Depuis quelques années, une campagne très forte se développe pour l’abrogation du huitième amendement. Elle jouit du soutien des médias, y compris de RTÉ, la chaîne publique de télévision et de radio, ainsi que du milliardaire américain George Soros, qui finance Amnesty International et d’autres organisations qui font campagne pour l’avortement. Un comité des Nations Unies critique aussi sans cesse nos lois « pro-vie » – sans aucun respect pour la souveraineté irlandaise. L’ONU a donc demandé à l’Irlande, en juin 2016, de modifier sa loi sur l’avortement, puisqu’elle « soumettait les femmes à un traitement cruel, inhumain et dégradant ».
Les critiques de la loi irlandaise sèment volontairement la confusion entre l’avortement, d’un côté, et les traitements médicaux nécessaires pour préserver la vie de la mère, de l’autre, même s’ils risquent d’entraîner la mort de l’enfant à naître, traitements qui ne sont jamais refusés dans notre pays, dont les services d’obstétriques sont d’un haut niveau avec un taux très bas de mortalité maternelle.

En 2016, le Parlement irlandais a demandé à une « Assemblée citoyenne » de 99 personnes d’examiner la loi sur l’avortement et de préparer des propositions pour l’avenir. C’est une initiative curieuse, puisque nous avions déjà notre « Assemblée citoyenne » – à savoir le Parlement ! Le but de cette Assemblée aurait été de mettre une distance entre les hommes politiques et la libéralisation de la loi sur l’avortement.
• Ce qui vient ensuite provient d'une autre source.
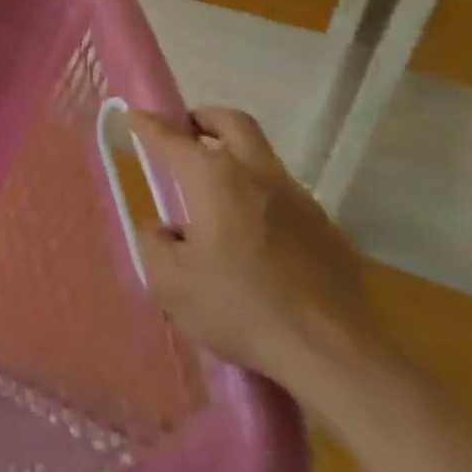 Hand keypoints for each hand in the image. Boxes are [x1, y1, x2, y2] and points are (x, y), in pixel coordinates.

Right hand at [128, 107, 394, 389]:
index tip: (135, 115)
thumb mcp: (168, 280)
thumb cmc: (240, 307)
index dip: (149, 124)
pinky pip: (288, 201)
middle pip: (233, 123)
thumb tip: (166, 231)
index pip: (173, 137)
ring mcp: (302, 203)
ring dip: (236, 162)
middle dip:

La journaliste catholique Breda O’Brien a sévèrement critiqué son fonctionnement. Elle a noté dans la presse, par exemple, que cette Assemblée avait demandé au Guttmacher Institute, étroitement lié à Planned Parenthood, de fournir une explication « neutre » des lois sur l’avortement à l’échelle internationale, et au British Pregnancy Advisory Service, le plus grand pourvoyeur d’avortements en Angleterre, de donner une présentation du contexte britannique !
En avril dernier, l’Assemblé citoyenne a recommandé à une large majorité de mettre fin à l’interdiction de l’avortement, par une révision du huitième amendement – 64 % des citoyens consultés voulaient, par exemple, qu’il n’y ait « aucune restriction quant aux raisons » motivant un avortement.
En principe, c’est à un comité du Parlement de décider de la suite à donner aux recommandations de l’Assemblée citoyenne, mais le nouveau premier ministre, Leo Varadkar – qui, à 38 ans, est le plus jeune premier ministre –, a annoncé, au moment de son élection en juin et avant les délibérations du comité parlementaire, qu’il y aurait un référendum sur l’avortement en 2018.